The Greenfields Retail Centre itself is a product of a public-private partnership between the Zimbabwe Agricultural Society and a consortium of private investors, reflecting a growing reliance on private capital to drive commercial real estate development in Zimbabwe. This model aligns with government efforts to leverage private sector efficiency and investment capacity amid constrained fiscal space.
However, analysts caution that while such developments signal progress, their long-term impact will depend on broader macroeconomic stability, including exchange rate alignment, inflation control, and policy consistency. Without these foundational conditions, formal retail centres risk operating alongside—rather than displacing—the entrenched informal sector.
Crucially, Zimbabwe’s path towards a more structured and formalised economy will require the revitalisation of the wholesale sector as a cornerstone of rebuilding the domestic supply chain infrastructure. A functional wholesale layer is essential for linking producers to retailers, improving distribution efficiency, stabilising prices, and restoring scale within formal trade channels.

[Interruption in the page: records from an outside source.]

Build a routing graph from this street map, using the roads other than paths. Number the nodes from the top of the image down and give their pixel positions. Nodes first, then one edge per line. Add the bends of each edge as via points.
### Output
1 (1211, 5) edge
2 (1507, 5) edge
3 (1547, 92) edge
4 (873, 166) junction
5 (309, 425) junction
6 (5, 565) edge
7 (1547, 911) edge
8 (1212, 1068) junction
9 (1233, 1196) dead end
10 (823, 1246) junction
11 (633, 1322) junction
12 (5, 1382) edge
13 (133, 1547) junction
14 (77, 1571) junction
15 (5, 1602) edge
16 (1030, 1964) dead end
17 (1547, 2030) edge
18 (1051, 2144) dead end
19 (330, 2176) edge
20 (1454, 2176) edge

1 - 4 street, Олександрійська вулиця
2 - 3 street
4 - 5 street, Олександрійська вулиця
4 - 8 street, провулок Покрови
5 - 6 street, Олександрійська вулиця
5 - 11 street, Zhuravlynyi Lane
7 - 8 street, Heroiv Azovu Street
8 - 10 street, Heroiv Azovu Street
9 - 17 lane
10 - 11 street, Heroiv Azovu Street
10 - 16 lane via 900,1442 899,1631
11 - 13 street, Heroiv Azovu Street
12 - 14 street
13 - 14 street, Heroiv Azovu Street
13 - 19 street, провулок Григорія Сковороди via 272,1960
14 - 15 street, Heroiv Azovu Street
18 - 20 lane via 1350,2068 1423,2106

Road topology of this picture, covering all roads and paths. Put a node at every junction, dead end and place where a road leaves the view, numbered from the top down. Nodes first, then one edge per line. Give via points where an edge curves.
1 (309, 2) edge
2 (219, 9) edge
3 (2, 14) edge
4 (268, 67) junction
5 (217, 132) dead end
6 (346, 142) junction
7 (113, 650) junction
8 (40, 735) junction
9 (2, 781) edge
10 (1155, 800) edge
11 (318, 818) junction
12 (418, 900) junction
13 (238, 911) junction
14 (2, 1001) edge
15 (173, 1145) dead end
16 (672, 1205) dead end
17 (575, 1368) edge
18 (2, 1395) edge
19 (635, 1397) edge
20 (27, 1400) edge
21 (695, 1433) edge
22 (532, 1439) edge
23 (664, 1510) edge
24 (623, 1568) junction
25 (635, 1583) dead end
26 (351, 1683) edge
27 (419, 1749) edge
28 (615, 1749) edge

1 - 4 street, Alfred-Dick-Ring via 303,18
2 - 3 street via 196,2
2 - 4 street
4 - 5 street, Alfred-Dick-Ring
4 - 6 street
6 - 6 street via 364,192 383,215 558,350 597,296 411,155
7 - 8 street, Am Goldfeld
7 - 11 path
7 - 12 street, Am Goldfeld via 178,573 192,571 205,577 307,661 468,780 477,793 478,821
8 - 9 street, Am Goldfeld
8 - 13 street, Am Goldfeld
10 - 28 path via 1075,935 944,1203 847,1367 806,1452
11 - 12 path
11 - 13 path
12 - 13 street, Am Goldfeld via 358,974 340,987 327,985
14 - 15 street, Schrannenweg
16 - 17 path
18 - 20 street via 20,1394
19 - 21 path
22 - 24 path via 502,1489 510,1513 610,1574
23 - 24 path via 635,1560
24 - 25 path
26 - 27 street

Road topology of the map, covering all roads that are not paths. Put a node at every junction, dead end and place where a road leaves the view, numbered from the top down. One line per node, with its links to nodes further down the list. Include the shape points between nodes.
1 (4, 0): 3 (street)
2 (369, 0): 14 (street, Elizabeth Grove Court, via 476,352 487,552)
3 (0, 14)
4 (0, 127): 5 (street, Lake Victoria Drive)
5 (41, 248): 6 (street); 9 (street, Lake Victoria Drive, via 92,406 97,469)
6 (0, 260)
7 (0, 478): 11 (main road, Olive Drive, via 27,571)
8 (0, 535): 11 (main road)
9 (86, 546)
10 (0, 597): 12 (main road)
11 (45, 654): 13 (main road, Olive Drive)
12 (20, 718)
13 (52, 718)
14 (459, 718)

Yet this structural renewal cannot occur in isolation. It must be supported by a well-functioning domestic financial system capable of extending adequate short-term working capital. Without access to affordable and reliable trade finance—particularly for inventory financing, supplier credit, and cash-flow management—wholesalers will remain constrained, limiting the effectiveness of broader formalisation efforts.
In this regard, the challenge extends beyond sectoral reform to one of systemic alignment between finance, trade, and production. Only through such coordination can Zimbabwe rebuild a resilient, efficient, and formalised domestic supply chain ecosystem.
The commissioning of the Greenfields Retail Centre therefore underscores not only progress in commercial infrastructure, but also the scale of reform required to reposition Zimbabwe’s economy within a more stable, rules-based, and investment-driven framework.